Section 103, pars. (b) (d) (1) of the NIRC before the enactment of R.A. No. 7716.

 Petitioner is in error in claiming that R.A. No. 7716 granted exemption to these
transactions while subjecting those of petitioner to the payment of the VAT.
 Finally, it is contended that R.A. No. 7716 also violates Art. VI, Section 28(1) which
provides that “The rule of taxation shall be uniform and equitable.
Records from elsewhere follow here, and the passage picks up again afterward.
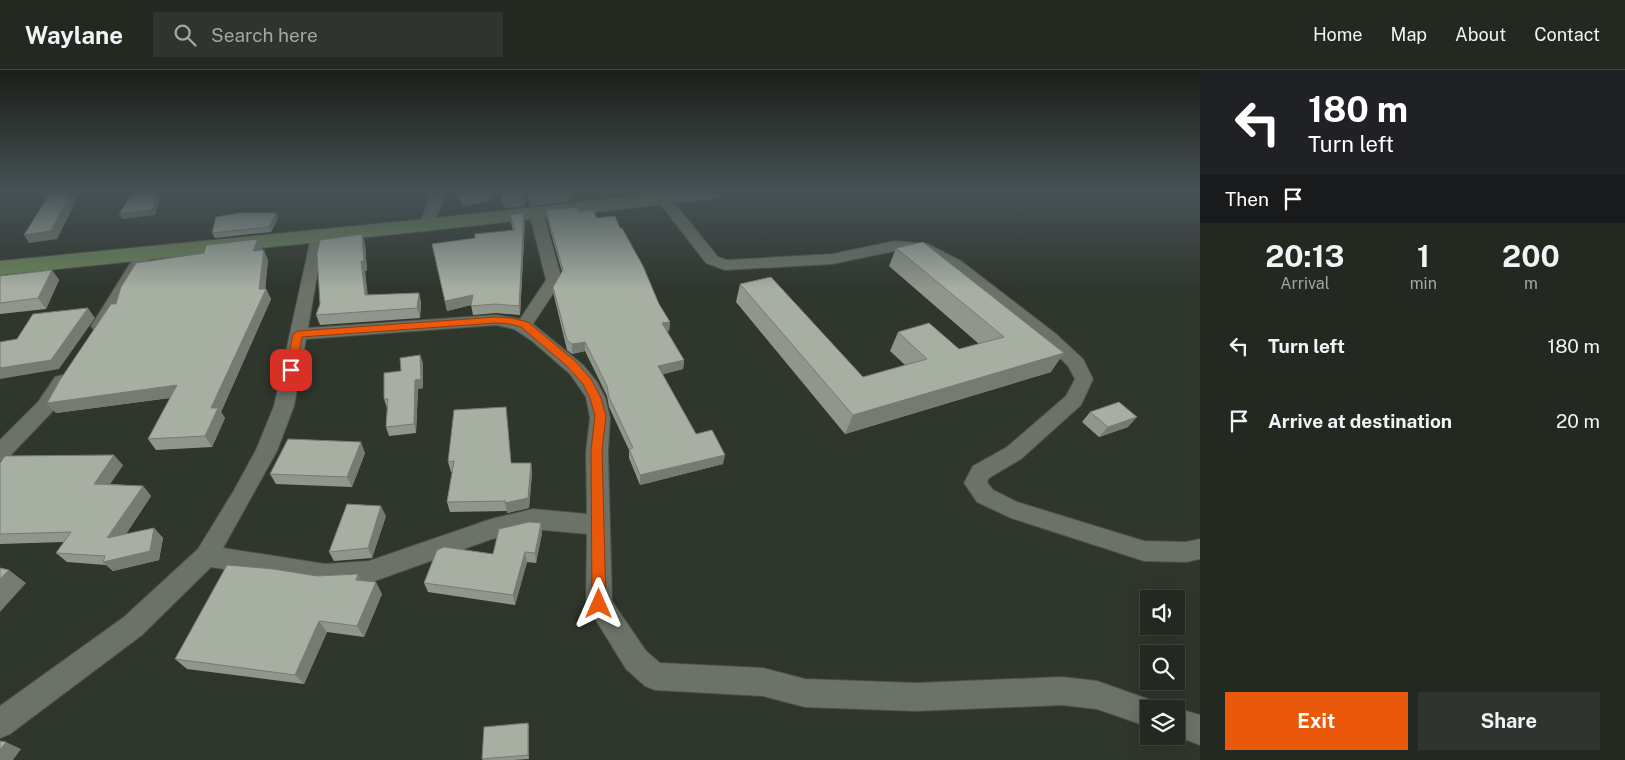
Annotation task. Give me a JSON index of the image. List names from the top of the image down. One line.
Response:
{"page":{"header":"Waylane","search":"Search here","nav":["Home","Map","About","Contact"],"turn":["180 m","Turn left"],"then":"Then","eta":["20:13","Arrival","1","min","200","m"],"list":[{"name":"Turn left","value":"180 m"},{"name":"Arrive at destination","value":"20 m"}],"buttons":["Exit","Share"]}}
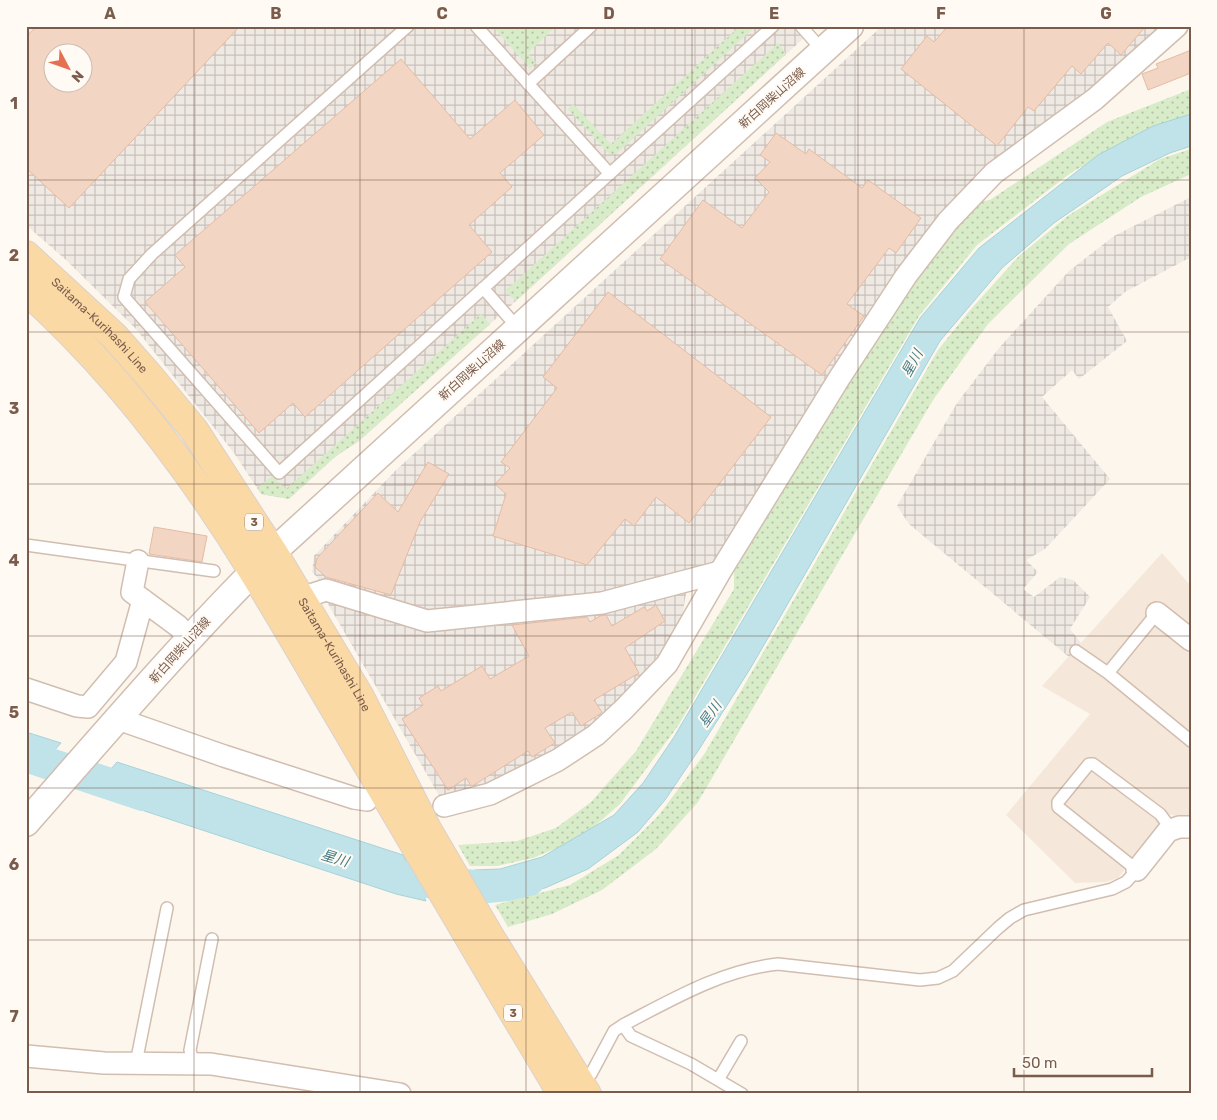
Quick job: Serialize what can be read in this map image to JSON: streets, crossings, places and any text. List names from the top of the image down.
{
  "streets": {
    "main road": ["Saitama-Kurihashi Line", "3"],
    "street": ["新白岡柴山沼線"]
  },
  "crossings": [
    ["新白岡柴山沼線", "Saitama-Kurihashi Line"]
  ],
  "water": ["星川"],
  "scale_bar": "50 m",
  "north": "bottom right",
  "grid": {
    "columns": [
      "A",
      "B",
      "C",
      "D",
      "E",
      "F",
      "G"
    ],
    "rows": [
      "1",
      "2",
      "3",
      "4",
      "5",
      "6",
      "7"
    ]
  }
}
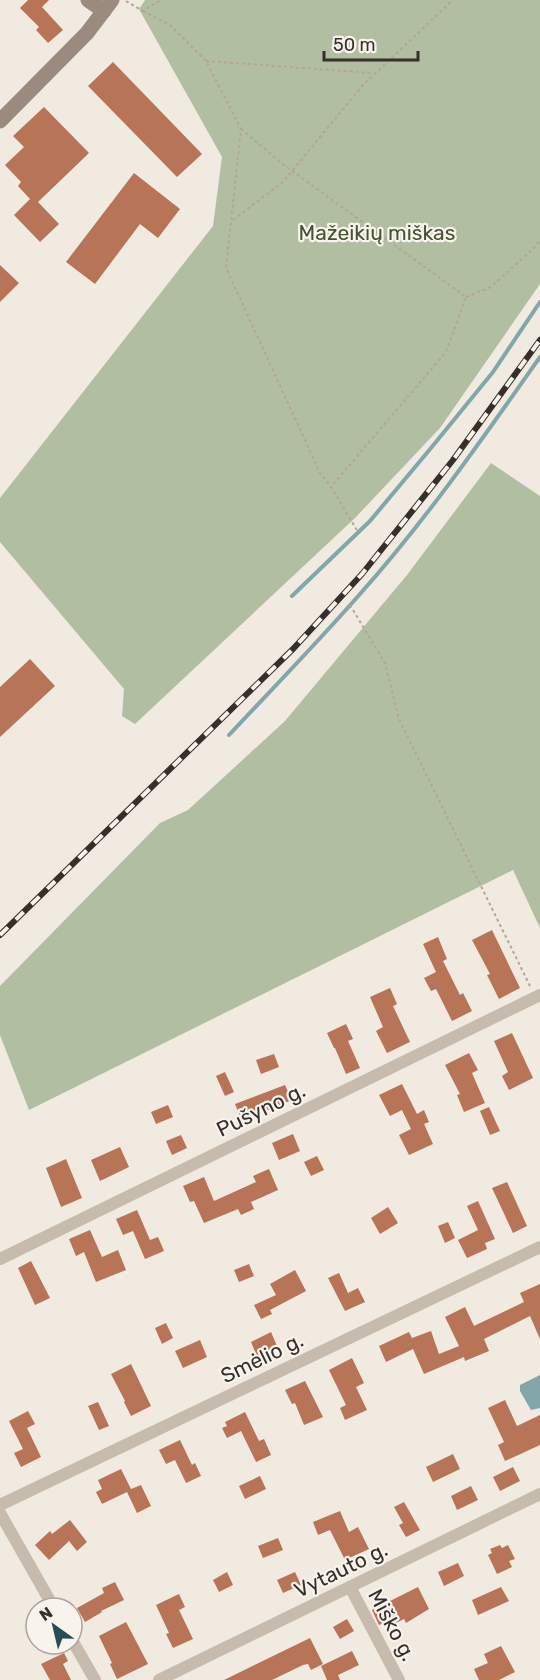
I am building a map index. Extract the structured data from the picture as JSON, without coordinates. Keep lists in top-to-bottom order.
{
  "streets": {
    "street": [
      "Pušyno g.",
      "Smėlio g.",
      "Vytauto g.",
      "Miško g."
    ]
  },
  "crossings": [
    ["Vytauto g.", "Miško g."]
  ],
  "parks": ["Mažeikių miškas"],
  "scale_bar": "50 m",
  "north": "top left"
}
The Congress shall
evolve a progressive system of taxation”
 Nevertheless, equality and uniformity of taxation mean that all taxable articles or kinds of
property of the same class be taxed at the same rate.
 The taxing power has the authority to make reasonable and natural classifications for
purposes of taxation.
 To satisfy this requirement it is enough that the statute or ordinance applies equally to all
persons, firms, and corporations placed in similar situation.
 Furthermore, the Constitution does not really prohibit the imposition of indirect taxes
which, like the VAT, are regressive.
 What it simply provides is that Congress shall “evolve a progressive system of taxation.”
 The constitutional provision has been interpreted to mean simply that “direct taxes are
to be preferred and as much as possible, indirect taxes should be minimized.”
 The mandate to Congress is not to prescribe, but to evolve, a progressive tax system
 As regards the contention of CUP, it is worth noting that its theory amounts to saying
that under the Constitution cooperatives are exempt from taxation.
 Such theory is contrary to the Constitution under which only the following are exempt
from taxation: charitable institutions, churches, and parsonages, by reason of Art. VI, §28
(3), and non-stock, non-profit educational institutions by reason of Art. XIV, S4 (3)
 With all the foregoing ratiocinations, it is clear that the subject law bears no
constitutional infirmities and is thus upheld.